One of the most intriguing aspects of our report is the large phenotypic variability between the translocation carriers which ranges from asymptomatic (II/3), partial WBS with SVAS (III/1, III/4) or without SVAS (II/2) to the full WBS phenotype (III/7).

While this may be explained by unidentified genetic differences between family members, environmental, or stochastic factors, we favour the explanation of a position effect.

The protein coding potential of ELN/TM7XN1 transcripts

In the transcripts potentially arising from the der(16) or the der(7), the ORFs between elastin and TM7XN1 are continuous and therefore, potentially, could be translated into fusion proteins. Formal proof of the existence or non-existence of such transcripts will depend upon functional analysis. TM7XN1 encodes a protein of 693 amino acids, GPR56, that shows highest identity (32%) to HE6, a member of a subclass of the class B secretin-like G-protein-coupled receptors.37 As the physiological role of TM7XN1 is still unclear37,38 and there are no reports showing that mutations of TM7XN1 cause a distinct phenotype any influence of the ELN/TM7XN1 fusion protein on the WBS phenotype in our family is questionable. Consistent with this, no features which are not part of the typical phenotypic spectrum of WBS, were present in any of the patients. It is also not expected that a putative elastin/TM7XN1 fusion protein retains important elastin properties given the complex control and structure of elastin.39 This is supported by the presence of SVAS in members of our family.

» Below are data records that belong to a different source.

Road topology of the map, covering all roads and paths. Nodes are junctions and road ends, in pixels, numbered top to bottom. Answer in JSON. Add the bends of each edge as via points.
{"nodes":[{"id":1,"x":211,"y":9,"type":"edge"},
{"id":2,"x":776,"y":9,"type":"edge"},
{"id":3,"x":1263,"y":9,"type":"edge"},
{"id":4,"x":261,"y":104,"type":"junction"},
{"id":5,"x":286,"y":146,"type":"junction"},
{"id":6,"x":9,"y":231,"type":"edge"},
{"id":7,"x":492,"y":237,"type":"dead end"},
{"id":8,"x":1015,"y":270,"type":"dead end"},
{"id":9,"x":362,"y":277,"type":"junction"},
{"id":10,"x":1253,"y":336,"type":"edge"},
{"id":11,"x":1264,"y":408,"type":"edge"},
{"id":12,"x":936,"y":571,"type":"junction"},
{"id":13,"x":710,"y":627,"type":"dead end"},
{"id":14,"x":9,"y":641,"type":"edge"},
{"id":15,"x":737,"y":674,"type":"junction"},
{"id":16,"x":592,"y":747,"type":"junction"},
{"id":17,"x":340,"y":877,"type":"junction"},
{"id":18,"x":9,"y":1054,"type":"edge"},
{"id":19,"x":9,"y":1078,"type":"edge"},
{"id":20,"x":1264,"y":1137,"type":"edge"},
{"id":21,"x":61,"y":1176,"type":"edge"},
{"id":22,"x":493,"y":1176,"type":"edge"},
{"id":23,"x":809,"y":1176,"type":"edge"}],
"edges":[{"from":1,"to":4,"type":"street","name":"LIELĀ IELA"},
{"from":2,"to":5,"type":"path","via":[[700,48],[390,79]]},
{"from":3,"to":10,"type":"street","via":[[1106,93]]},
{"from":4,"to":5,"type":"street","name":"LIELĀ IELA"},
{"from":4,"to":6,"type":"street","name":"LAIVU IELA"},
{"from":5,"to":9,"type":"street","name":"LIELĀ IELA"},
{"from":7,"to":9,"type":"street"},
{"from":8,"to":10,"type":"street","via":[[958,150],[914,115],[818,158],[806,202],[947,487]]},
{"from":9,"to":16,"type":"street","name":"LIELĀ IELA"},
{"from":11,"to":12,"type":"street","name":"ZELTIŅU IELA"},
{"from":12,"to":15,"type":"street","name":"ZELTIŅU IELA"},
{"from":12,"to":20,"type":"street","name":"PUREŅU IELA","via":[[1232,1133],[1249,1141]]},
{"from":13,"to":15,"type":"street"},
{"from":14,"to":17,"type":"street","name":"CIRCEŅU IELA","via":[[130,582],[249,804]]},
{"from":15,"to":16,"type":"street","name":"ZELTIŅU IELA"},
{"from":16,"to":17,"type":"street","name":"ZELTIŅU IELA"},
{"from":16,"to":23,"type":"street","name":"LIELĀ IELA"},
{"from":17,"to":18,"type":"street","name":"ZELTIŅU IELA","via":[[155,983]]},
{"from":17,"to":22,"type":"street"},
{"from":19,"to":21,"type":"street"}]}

A caveat for phenotype-genotype correlation studies

The favoured strategy to identify genes contributing to various features of the WBS phenotype is to analyse patients with small deletions in the WBS critical region and partial WBS phenotypes. Position effects of deletion breakpoints might, however, bias the results and lead to a failure of this approach.

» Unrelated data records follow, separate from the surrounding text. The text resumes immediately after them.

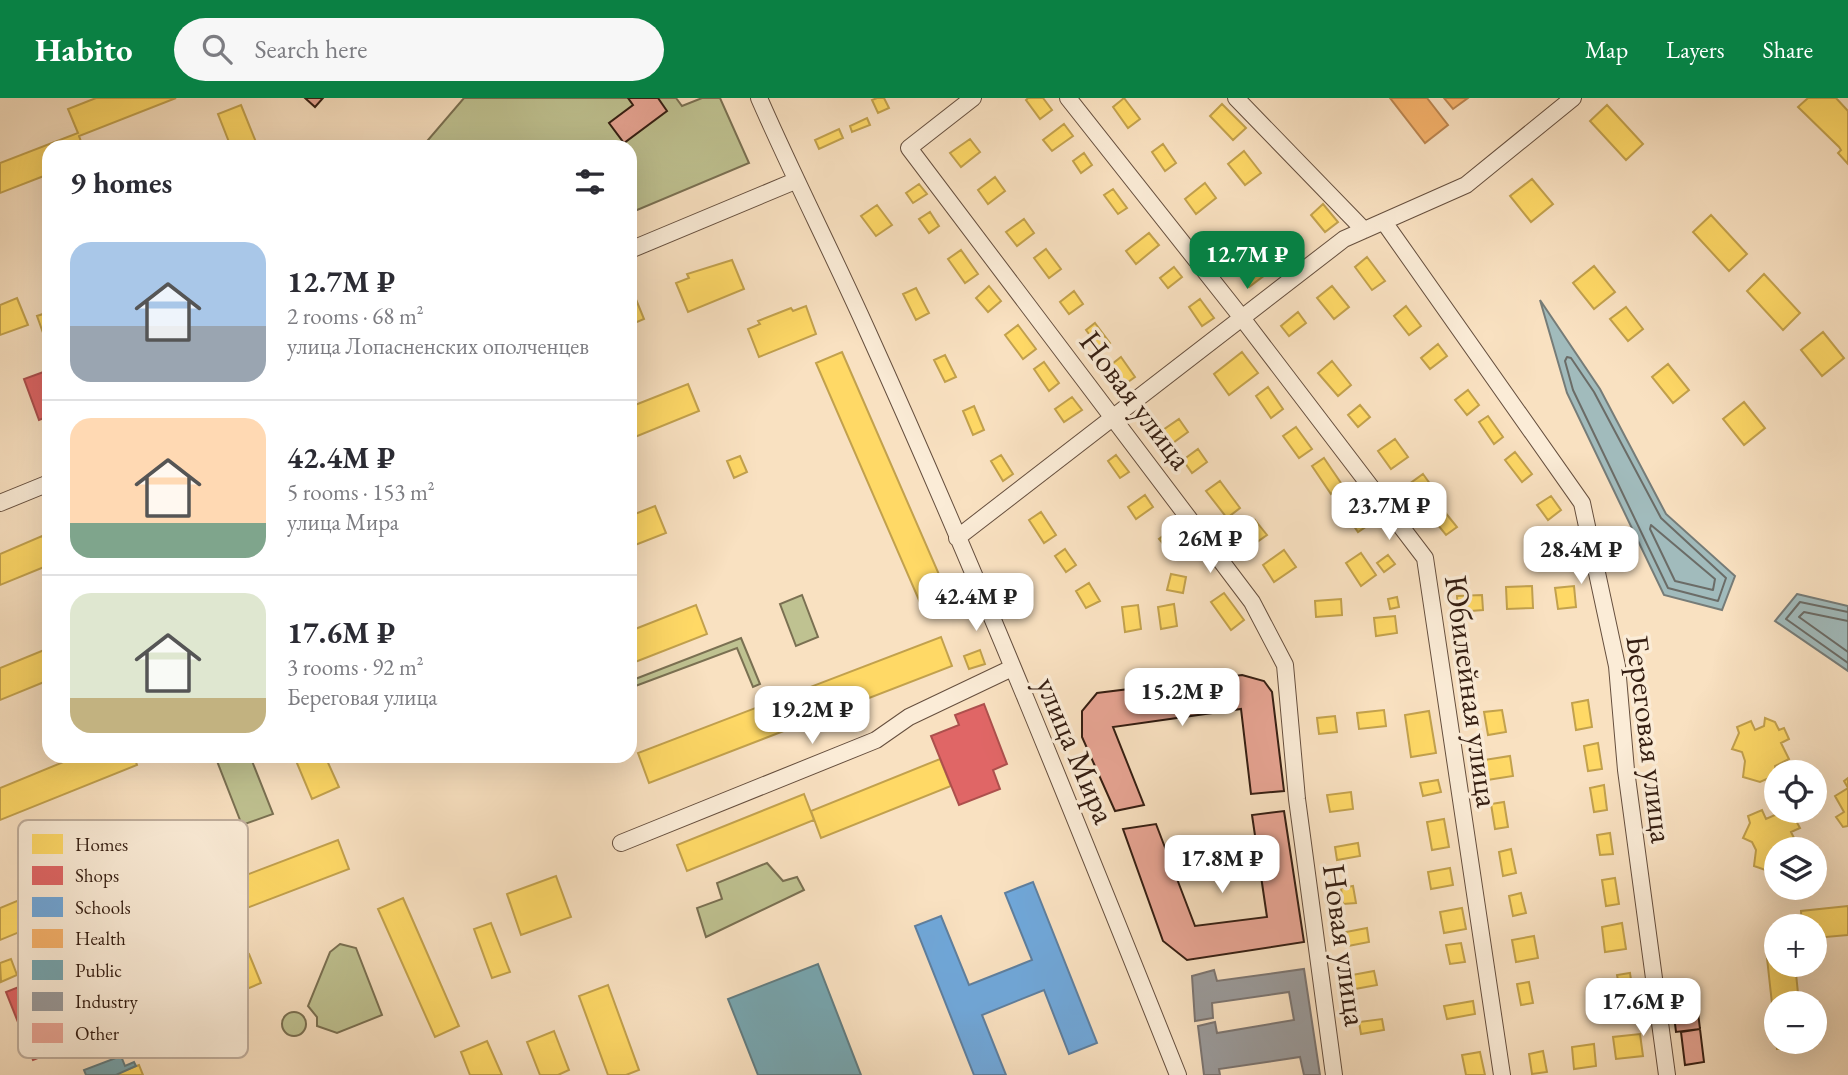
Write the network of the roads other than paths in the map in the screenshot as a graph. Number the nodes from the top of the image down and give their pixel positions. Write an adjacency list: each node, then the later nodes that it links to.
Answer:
1 (759, 98): 6 (street, улица Мира)
2 (973, 98): 11 (street, Новая улица)
3 (1068, 98): 10 (street, Юбилейная улица)
4 (1236, 98): 8 (street)
5 (1573, 98): 7 (street)
6 (795, 181): 9 (street); 14 (street, улица Мира)
7 (1384, 222): 8 (street); 20 (street, Береговая улица)
8 (1364, 229): 10 (street)
9 (637, 247)
10 (1242, 318): 11 (street); 19 (street, Юбилейная улица)
11 (1116, 418): 14 (street); 18 (street, Новая улица)
12 (42, 486): 13 (street)
13 (0, 503)
14 (957, 538): 15 (street, улица Мира)
15 (1012, 668): 16 (street); 17 (street, улица Мира)
16 (621, 843)
17 (1178, 1075)
18 (1334, 1075)
19 (1502, 1075)
20 (1667, 1075)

A genomic polymorphism consisting of a large inversion of the 7q11.23 WBS region has recently been described in 27 % of the individuals with ‘atypical’ WBS without the classical 1.5 Mb deletion and in one of the parents of 33% of WBS probands carrying the 1.5 Mb deletion.21 The authors suggest that the inversion may predispose individuals to WBS-causing microdeletions or translocations. They also discuss that two of their ‘atypical’ WBS patients had the inversion as the sole detectable abnormality in the WBS region and speculate that the inversion may be causally related to the clinical phenotype in these patients.21 No 7q11.23 inversion was present in any of the family members reported here. Hence the inversion has neither predisposed to the translocation nor does it contribute to the phenotypes or phenotypic variability in our family.

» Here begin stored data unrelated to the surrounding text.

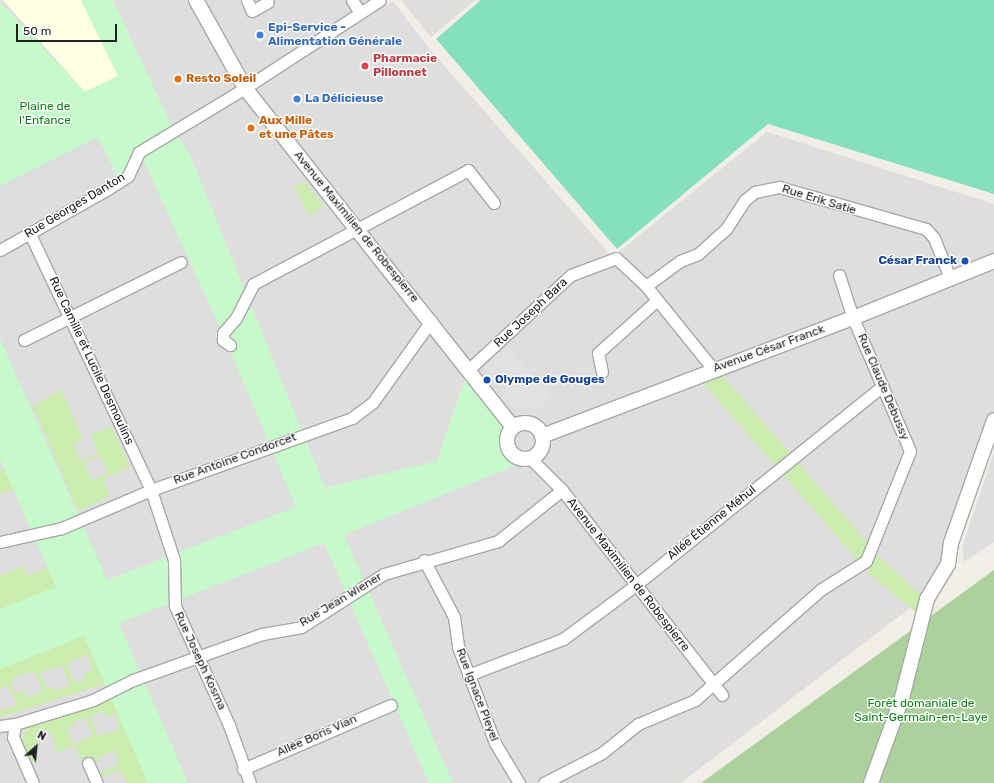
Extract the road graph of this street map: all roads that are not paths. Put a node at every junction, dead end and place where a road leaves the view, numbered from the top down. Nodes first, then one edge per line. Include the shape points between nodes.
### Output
1 (196, 0) edge
2 (247, 0) edge
3 (352, 0) edge
4 (380, 0) edge
5 (268, 2) dead end
6 (360, 13) junction
7 (245, 88) junction
8 (494, 203) dead end
9 (357, 229) junction
10 (30, 234) junction
11 (0, 250) edge
12 (994, 261) edge
13 (182, 262) dead end
14 (839, 274) dead end
15 (950, 278) junction
16 (646, 286) junction
17 (657, 300) junction
18 (70, 315) junction
19 (853, 318) junction
20 (431, 320) junction
21 (24, 340) dead end
22 (230, 345) dead end
23 (468, 370) junction
24 (714, 370) junction
25 (602, 372) dead end
26 (882, 386) junction
27 (994, 420) edge
28 (513, 427) junction
29 (542, 436) junction
30 (531, 459) junction
31 (151, 490) junction
32 (562, 490) junction
33 (0, 542) edge
34 (424, 560) junction
35 (637, 584) junction
36 (198, 656) junction
37 (468, 675) junction
38 (714, 685) junction
39 (722, 695) dead end
40 (392, 704) dead end
41 (15, 724) junction
42 (0, 726) edge
43 (88, 762) dead end
44 (243, 769) junction
45 (33, 783) edge
46 (97, 783) edge
47 (250, 783) edge
48 (519, 783) edge
49 (544, 783) edge
50 (871, 783) edge

1 - 7 street, Avenue Maximilien de Robespierre
2 - 5 street via 252,11
3 - 6 street
4 - 6 street
6 - 7 street
7 - 9 street, Avenue Maximilien de Robespierre
7 - 10 street, Rue Georges Danton via 139,152 128,176
8 - 9 street via 468,170
9 - 20 street, Avenue Maximilien de Robespierre
9 - 22 street via 253,284 236,318 223,333 223,340
10 - 11 street, Rue Georges Danton
10 - 18 street, Rue Camille et Lucile Desmoulins
12 - 15 street, Avenue César Franck
13 - 18 street
14 - 19 street, Rue Claude Debussy
15 - 16 street, Rue Erik Satie via 934,238 926,229 779,187 756,192 745,200 726,229 698,254 680,261
15 - 19 street, Avenue César Franck
16 - 17 street, Rue Joseph Bara
16 - 23 street, Rue Joseph Bara via 616,258 571,275
17 - 24 street, Rue Joseph Bara
17 - 25 street via 598,353
18 - 21 street
18 - 31 street, Rue Camille et Lucile Desmoulins
19 - 24 street, Avenue César Franck
19 - 26 street, Rue Claude Debussy
20 - 23 street, Avenue Maximilien de Robespierre
20 - 31 street, Rue Antoine Condorcet via 373,402 352,418
23 - 28 street, Avenue Maximilien de Robespierre
24 - 29 street, Avenue César Franck
26 - 35 street, Allée Étienne Méhul
26 - 38 street, Rue Claude Debussy via 910,450 866,561 820,590 764,636
27 - 50 street via 951,543 948,564 927,599 913,660 889,739
28 - 29 street via 530,424
28 - 30 street via 507,436 508,449 516,457
29 - 30 street via 543,447
30 - 32 street, Avenue Maximilien de Robespierre
31 - 33 street, Rue Antoine Condorcet via 62,528
31 - 36 street, Rue Joseph Kosma via 174,560 175,606
32 - 34 street, Rue Jean Wiener via 498,540
32 - 35 street, Avenue Maximilien de Robespierre
34 - 36 street, Rue Jean Wiener via 384,574 301,627 262,634
34 - 37 street, Rue Ignace Pleyel via 454,617 458,647
35 - 37 street, Allée Étienne Méhul via 563,639
35 - 38 street, Avenue Maximilien de Robespierre
36 - 41 street, Rue Jean Wiener via 133,680 93,700
36 - 44 street, Rue Joseph Kosma via 230,725
37 - 48 street, Rue Ignace Pleyel via 495,743
38 - 39 street, Avenue Maximilien de Robespierre
38 - 49 street, Rue Claude Debussy via 695,700 638,724 602,753
40 - 44 street, Allée Boris Vian
41 - 42 street, Rue Jean Wiener
41 - 45 street via 13,737
43 - 46 street
44 - 47 street, Rue Joseph Kosma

In summary our family presents a group of individuals who differentially exhibit individual features of the complex multi-system WBS phenotype due to an identical balanced translocation disrupting ELN at exon 5. This suggests that other breakpoints in the WBS critical region, eg small microdeletions or inversions may also have variable effects on the phenotype making genotype-phenotype correlations difficult to establish. Our findings may have implications for strategies aimed to dissect the WBS phenotype.